Is that still the case?
Let's take a look at NEA's financial records to see how they characterize all of this stuff. According to the union's 2013-14 modified strategic plan and budget, the union counts 2.4 million members in all. So what gives?
Well, for one, the numbers are stated in full-time equivalents, not actual live individuals, so they're lower than they would be if they counted each part-time teacher.
That still leaves us several thousand short of 3 million, though. Part of the disparity has to do with state affiliates that have merged, particularly in New York. NYSUT has grown in size since its 2006 merger, but a majority of its dues dollars still go to AFT, not NEA, and so NEA's financial report counts only the dues-generating members.

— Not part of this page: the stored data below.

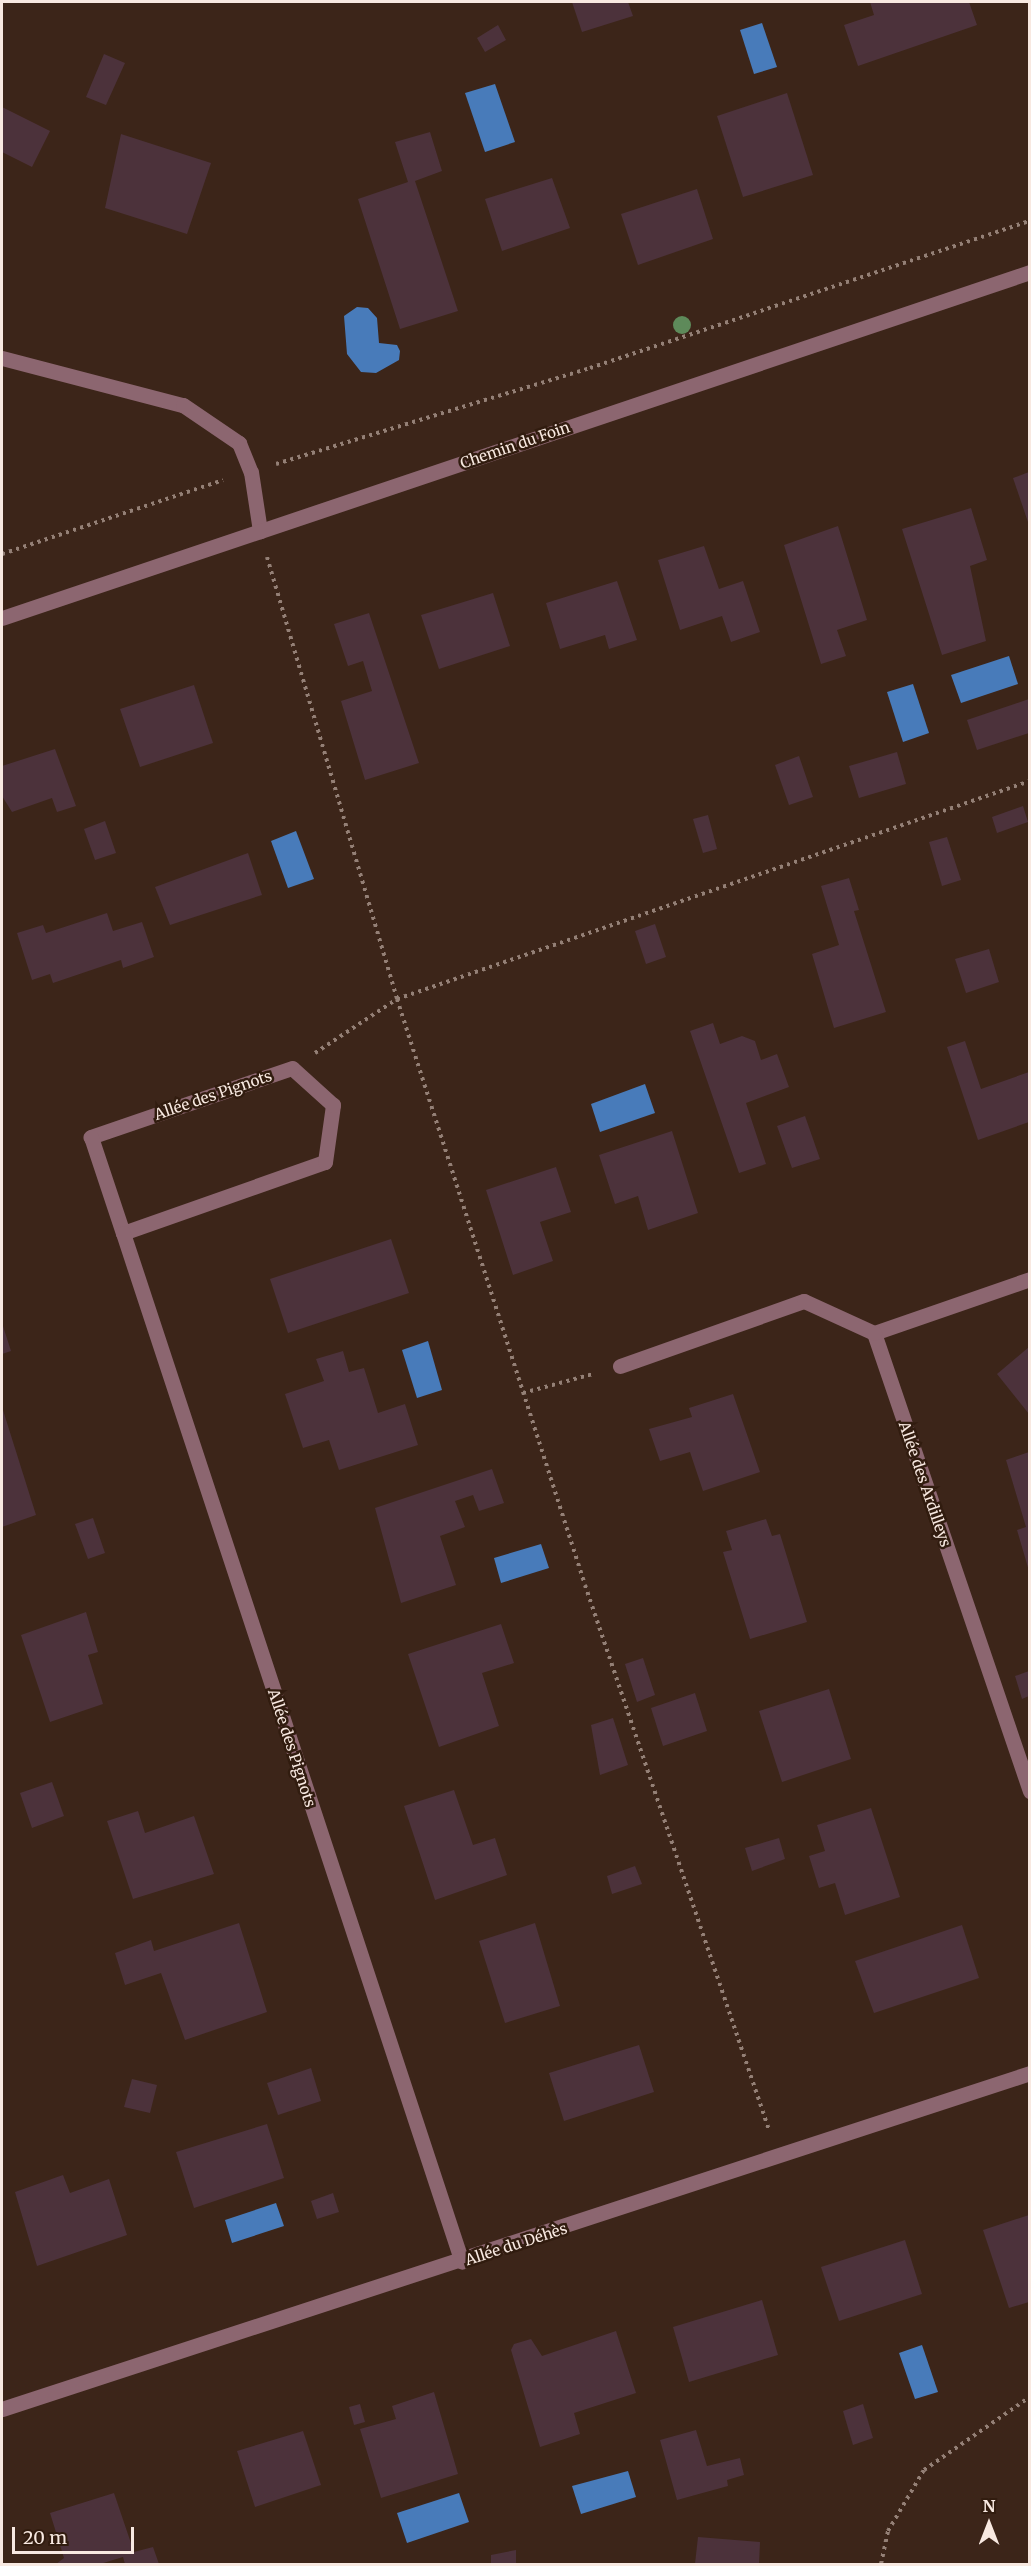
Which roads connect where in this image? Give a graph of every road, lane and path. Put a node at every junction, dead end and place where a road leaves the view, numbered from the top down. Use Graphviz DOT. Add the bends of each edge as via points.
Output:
graph roads {
  1 [pos="1029,221"];
  2 [pos="1029,272"];
  3 [pos="2,358"];
  4 [pos="251,472"];
  5 [pos="260,531"];
  6 [pos="2,554"];
  7 [pos="2,618"];
  8 [pos="1029,782"];
  9 [pos="397,999"];
  10 [pos="292,1068"];
  11 [pos="123,1233"];
  12 [pos="1029,1279"];
  13 [pos="874,1333"];
  14 [pos="620,1366"];
  15 [pos="523,1393"];
  16 [pos="1029,1791"];
  17 [pos="1029,2073"];
  18 [pos="778,2157"];
  19 [pos="462,2262"];
  20 [pos="1029,2397"];
  21 [pos="2,2409"];
  22 [pos="880,2565"];
  1 -- 4 [label="path" via="590,368"];
  2 -- 5 [label="street, Chemin du Foin"];
  3 -- 4 [label="street" via="183,405 239,443"];
  4 -- 5 [label="street"];
  4 -- 6 [label="path"];
  5 -- 7 [label="street, Chemin du Foin"];
  5 -- 9 [label="path"];
  8 -- 9 [label="path"];
  9 -- 10 [label="path"];
  9 -- 15 [label="path"];
  10 -- 11 [label="street, Allée des Pignots" via="91,1137"];
  10 -- 11 [label="street, Allée des Pignots" via="333,1105 325,1162"];
  11 -- 19 [label="street, Allée des Pignots"];
  12 -- 13 [label="street"];
  13 -- 14 [label="street" via="804,1301"];
  13 -- 16 [label="street, Allée des Ardilleys"];
  14 -- 15 [label="path"];
  15 -- 18 [label="path"];
  17 -- 18 [label="street, Allée du Déhès"];
  18 -- 19 [label="street, Allée du Déhès"];
  19 -- 21 [label="street, Allée du Déhès"];
  20 -- 22 [label="path" via="924,2470 888,2531"];
}
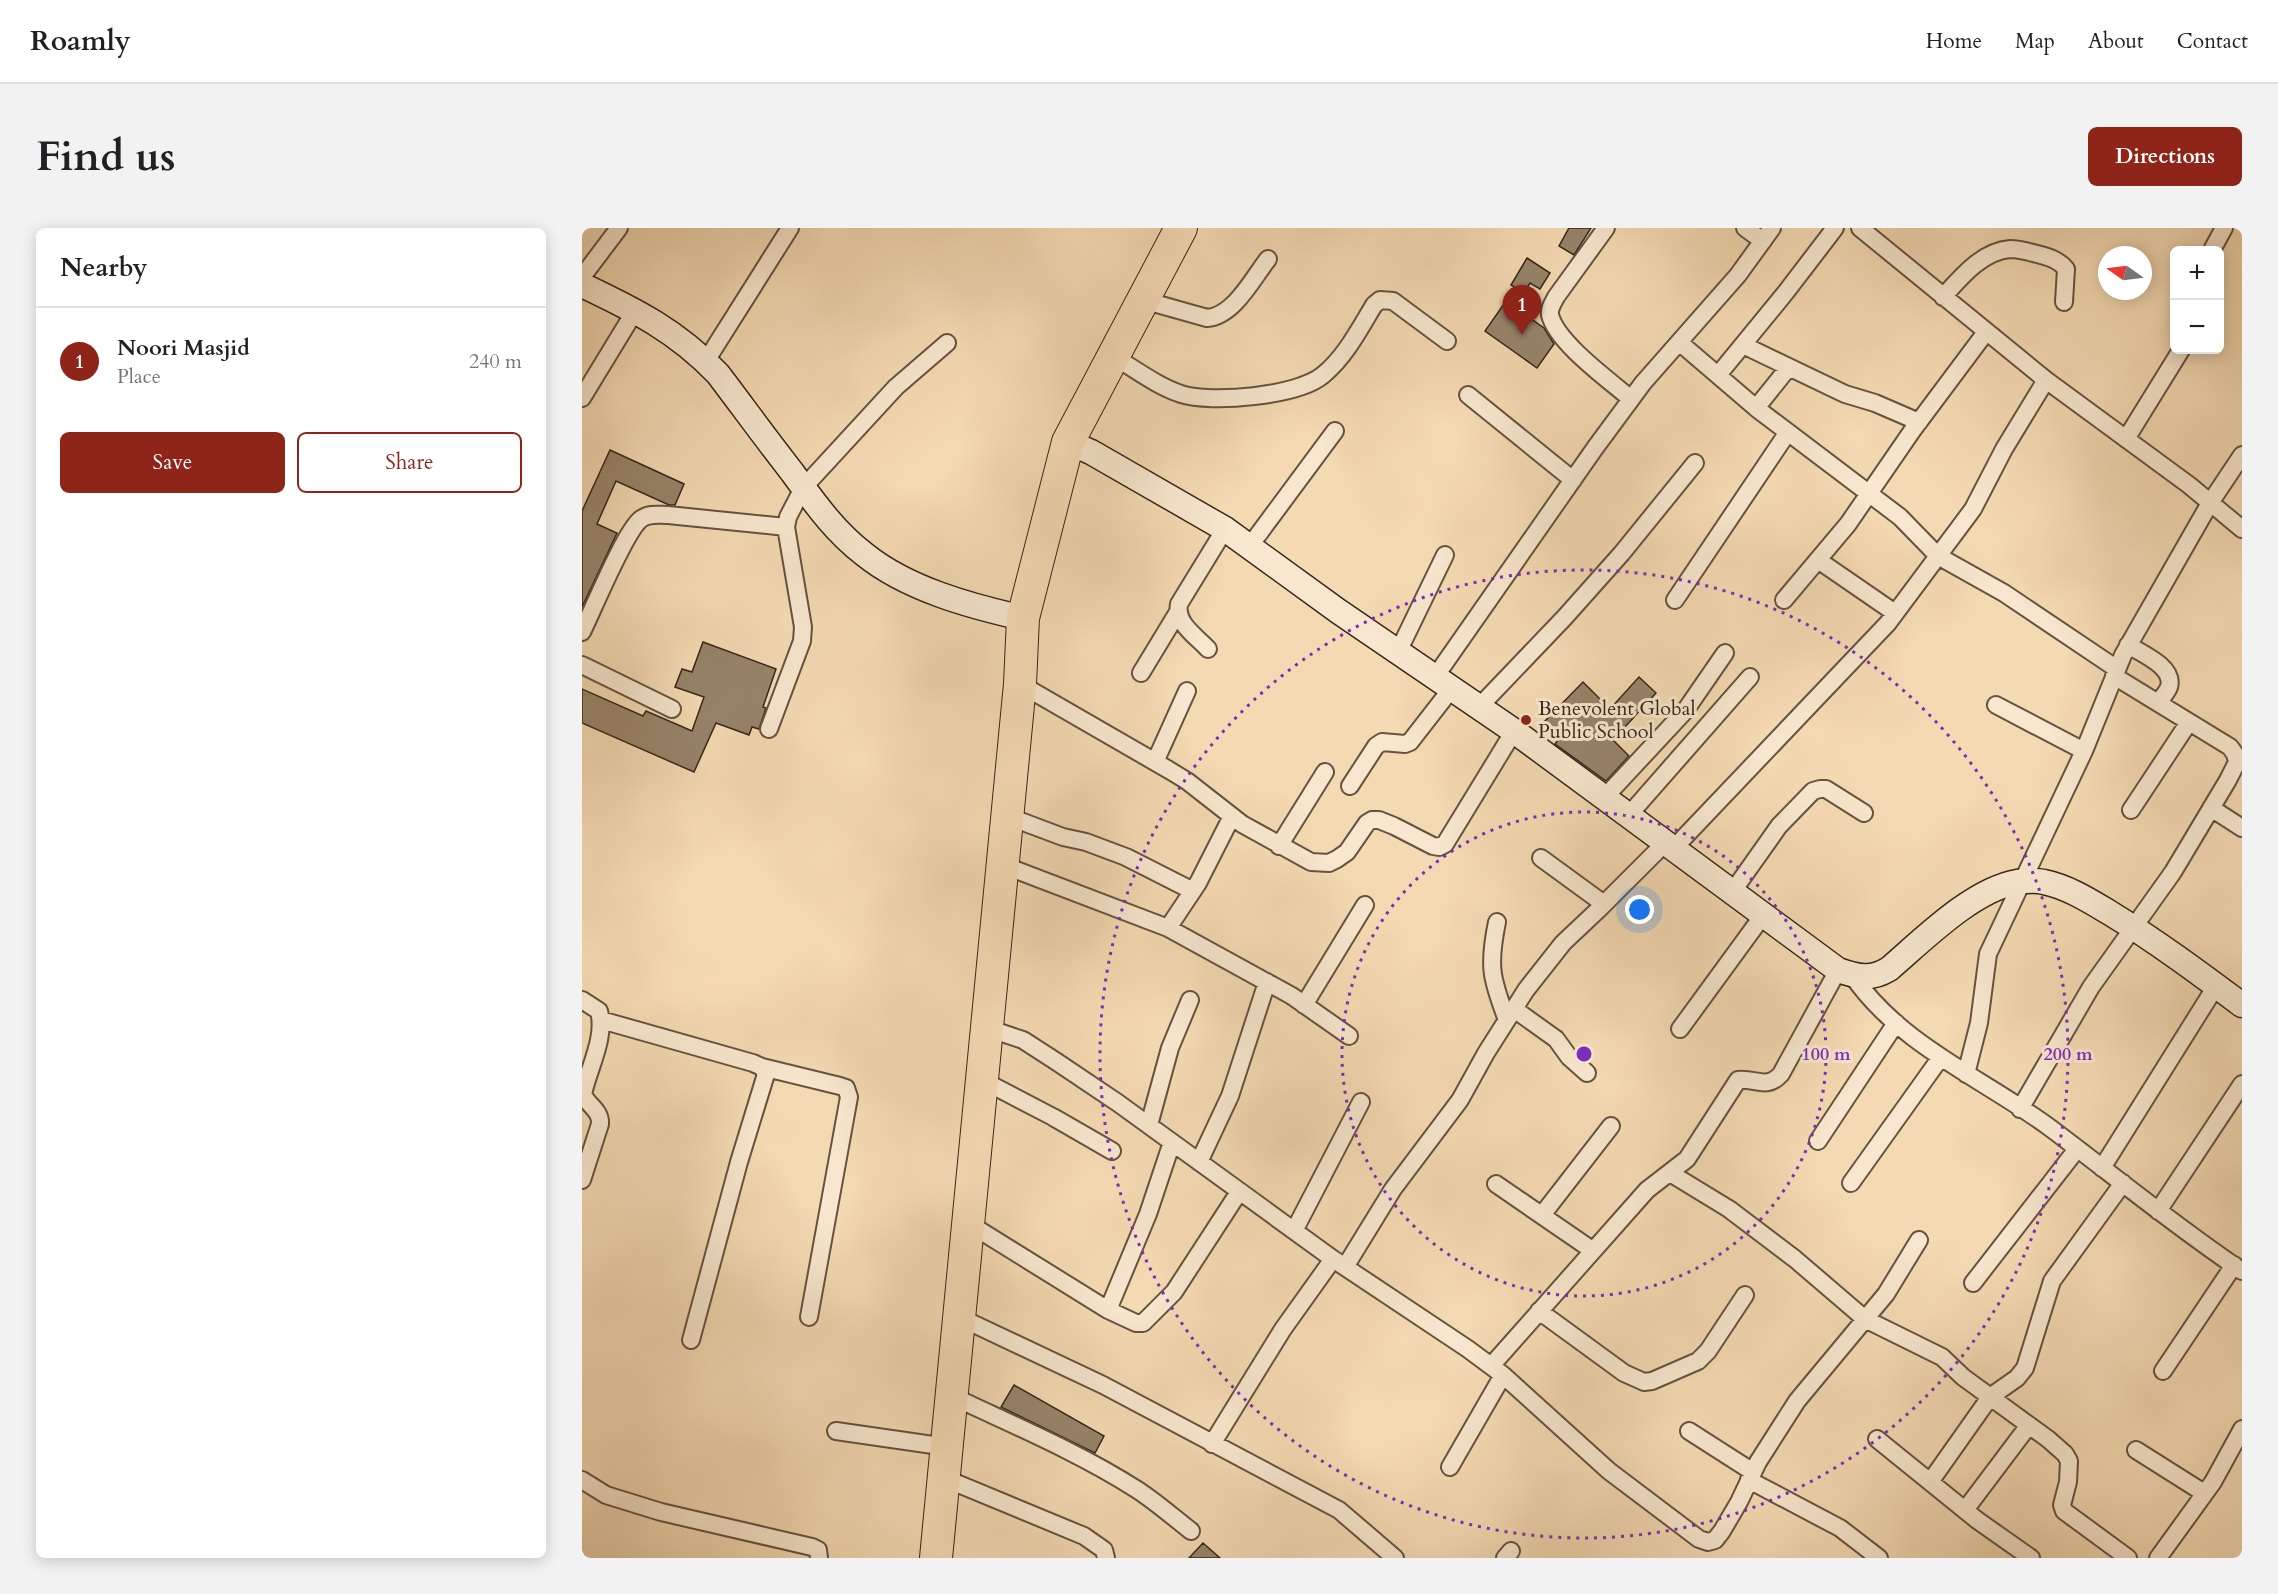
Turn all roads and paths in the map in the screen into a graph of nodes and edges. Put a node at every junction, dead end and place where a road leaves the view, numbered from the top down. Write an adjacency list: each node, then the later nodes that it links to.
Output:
1 (619, 228): 12 (street)
2 (790, 228): 25 (street)
3 (1181, 228): 15 (highway)
4 (1605, 228): 31 (street)
5 (1745, 228): 9 (street)
6 (1835, 228): 22 (street)
7 (1860, 228): 14 (street)
8 (2224, 228): 10 (street)
9 (1767, 235): 20 (street)
10 (2214, 246)
11 (1268, 259): 15 (street)
12 (582, 277)
13 (582, 285): 17 (street)
14 (1943, 297): 16 (street); 18 (street)
15 (1143, 300): 24 (highway)
16 (2064, 302)
17 (635, 311): 25 (street); 30 (street)
18 (1986, 332): 28 (street); 33 (street)
19 (1447, 340): 24 (street)
20 (1678, 342): 27 (street); 31 (street)
21 (947, 343): 41 (street)
22 (1743, 345): 26 (street); 27 (street)
23 (2179, 354): 36 (street)
24 (1113, 356): 37 (highway)
25 (706, 361): 41 (street)
26 (1789, 367): 32 (street); 33 (street)
27 (1718, 375): 32 (street)
28 (2046, 380): 36 (street); 49 (street)
29 (1468, 395): 40 (street)
30 (582, 398)
31 (1631, 399): 40 (street)
32 (1756, 408): 35 (street)
33 (1919, 422): 42 (street)
34 (1335, 431): 47 (street)
35 (1788, 432): 42 (street); 51 (street)
36 (2126, 439): 43 (street)
37 (1068, 442): 45 (street); 55 (highway)
38 (2242, 455): 43 (street)
39 (1695, 463): 70 (street)
40 (1573, 480): 65 (street)
41 (803, 488): 44 (street); 55 (street)
42 (1868, 492): 49 (street); 50 (street)
43 (2210, 502): 46 (street); 57 (street)
44 (786, 527): 56 (street); 73 (street)
45 (1225, 529): 47 (street); 53 (street)
46 (2242, 529)
47 (1249, 547): 59 (street)
48 (1445, 555): 59 (street)
49 (1938, 556): 54 (street); 63 (street)
50 (1818, 560): 52 (street); 54 (street)
51 (1675, 600)
52 (1784, 600)
53 (1178, 612): 58 (street); 62 (street)
54 (1895, 613): 89 (street)
55 (1023, 618): 66 (highway)
56 (582, 632)
57 (2128, 645): 63 (street); 68 (street)
58 (1208, 649)
59 (1398, 652): 65 (street)
60 (1725, 653): 80 (street)
61 (582, 665): 71 (street)
62 (1141, 673)
63 (2116, 673): 68 (street); 75 (street)
64 (1750, 676): 86 (street)
65 (1443, 683): 70 (street); 79 (street)
66 (1020, 684): 76 (street); 84 (highway)
67 (1187, 691): 76 (street)
68 (2158, 703): 72 (street)
69 (1996, 705): 75 (street)
70 (1479, 707): 74 (street)
71 (672, 709)
72 (2189, 722): 77 (street); 82 (street)
73 (768, 729)
74 (1515, 731): 80 (street); 88 (street)
75 (2084, 750): 92 (street)
76 (1155, 762): 85 (street)
77 (2238, 771): 81 (street)
78 (1325, 772): 88 (street)
79 (1350, 786)
80 (1604, 798): 86 (street)
81 (2211, 808): 87 (street); 99 (street)
82 (2131, 810)
83 (1864, 813): 94 (street)
84 (1007, 816): 91 (highway); 93 (street)
85 (1232, 816): 88 (street); 93 (street)
86 (1628, 816): 89 (street)
87 (2242, 828)
88 (1279, 846)
89 (1669, 846): 94 (street); 95 (street)
90 (1541, 858): 95 (street)
91 (1002, 865): 100 (street); 111 (highway)
92 (2023, 882): 99 (street); 101 (street); 117 (street)
93 (1193, 891): 100 (street)
94 (1733, 891): 97 (street)
95 (1604, 904): 108 (street)
96 (1365, 905): 106 (street)
97 (1764, 914): 101 (street); 112 (street)
98 (1497, 922): 108 (street)
99 (2132, 927): 103 (street); 121 (street)
100 (1168, 928): 102 (street)
101 (1845, 973): 110 (street); 130 (street)
102 (1267, 982): 106 (street); 128 (street)
103 (2216, 986): 107 (street); 129 (street)
104 (582, 1000): 109 (street)
105 (1190, 1000): 122 (street)
106 (1305, 1005): 113 (street)
107 (2242, 1005)
108 (1510, 1015): 116 (street); 142 (street)
109 (602, 1020): 115 (street); 131 (street)
110 (1896, 1023): 114 (street); 124 (street)
111 (987, 1028): 118 (highway); 122 (street)
112 (1680, 1029)
113 (1349, 1036)
114 (1941, 1057): 117 (street); 132 (street)
115 (762, 1067): 148 (street); 151 (street)
116 (1587, 1073)
117 (1966, 1074): 121 (street)
118 (982, 1080): 127 (street); 138 (highway)
119 (2242, 1084): 136 (street)
120 (1361, 1102): 139 (street)
121 (2020, 1108): 126 (street)
122 (1149, 1125): 125 (street)
123 (1611, 1126): 137 (street)
124 (1818, 1141)
125 (1172, 1142): 128 (street); 146 (street)
126 (2077, 1149): 129 (street); 144 (street)
127 (1112, 1151)
128 (1199, 1162): 135 (street)
129 (2102, 1168): 133 (street)
130 (1670, 1173): 141 (street); 150 (street)
131 (582, 1179)
132 (1851, 1183)
133 (2123, 1183): 136 (street); 155 (street)
134 (1496, 1184): 137 (street)
135 (1239, 1192): 139 (street); 146 (street)
136 (2158, 1211): 143 (street)
137 (1542, 1215): 141 (street)
138 (968, 1223): 146 (street); 149 (highway)
139 (1294, 1231): 142 (street)
140 (1919, 1240): 150 (street)
141 (1592, 1250): 147 (street)
142 (1339, 1263): 152 (street); 161 (street)
143 (2238, 1268): 153 (street)
144 (1973, 1283)
145 (1745, 1294): 147 (street)
146 (1108, 1310)
147 (1539, 1311): 152 (street)
148 (809, 1317)
149 (959, 1317): 154 (highway); 161 (street)
150 (1865, 1319): 155 (street); 165 (street)
151 (691, 1340)
152 (1497, 1371): 164 (street); 165 (street)
153 (2163, 1371)
154 (952, 1396): 162 (highway); 171 (street)
155 (1990, 1396): 156 (street); 168 (street)
156 (2029, 1425): 170 (street); 178 (street)
157 (2242, 1429): 169 (street)
158 (836, 1431): 162 (street)
159 (1689, 1431): 165 (street)
160 (1877, 1439): 168 (street)
161 (1212, 1444): 175 (street)
162 (946, 1447): 166 (highway)
163 (2136, 1450): 169 (street)
164 (1450, 1467)
165 (1751, 1476): 176 (street)
166 (944, 1478): 173 (highway); 174 (street)
167 (582, 1480): 172 (street)
168 (1930, 1482): 170 (street)
169 (2204, 1493): 179 (street)
170 (1965, 1510): 177 (street)
171 (1191, 1531)
172 (819, 1558)
173 (936, 1558)
174 (1106, 1558)
175 (1395, 1558)
176 (1879, 1558)
177 (2031, 1558)
178 (2128, 1558)
179 (2158, 1558)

Add in the roughly 600,000 NYSUT members, and we're closer to 3 million. But according to the union's budget statement, NEA counts its 36,000 agency-fee payers in its membership list. While such individuals generate revenue for the union, they are by definition not members. Take those out, and we're slightly below 3 million.
There used to be an easier way of getting at this number: NEA for years produced state-by-state affiliate numbers in the NEA handbook that were NOT expressed in FTE figures. But it doesn't seem to publish them anymore.
However, eagle-eyed union-watcher Mike Antonucci says that Secretary Treasurer Becky Pringle did produce some aggregate, non-FTE figures during her report to the RA last night. He writes: "NEA's official count is 2,633,144 active members ... a decline of 9.4 percent in four years. The total membership is at 2,983,787."
Between these two calculations, we can safely say that NEA probably has just short of 3 million members, the great majority of whom are active, dues-paying members. The remaining members are made up of retirees, students, and a small proportion of folks who hold "lifetime" memberships when they were offered in the '70s.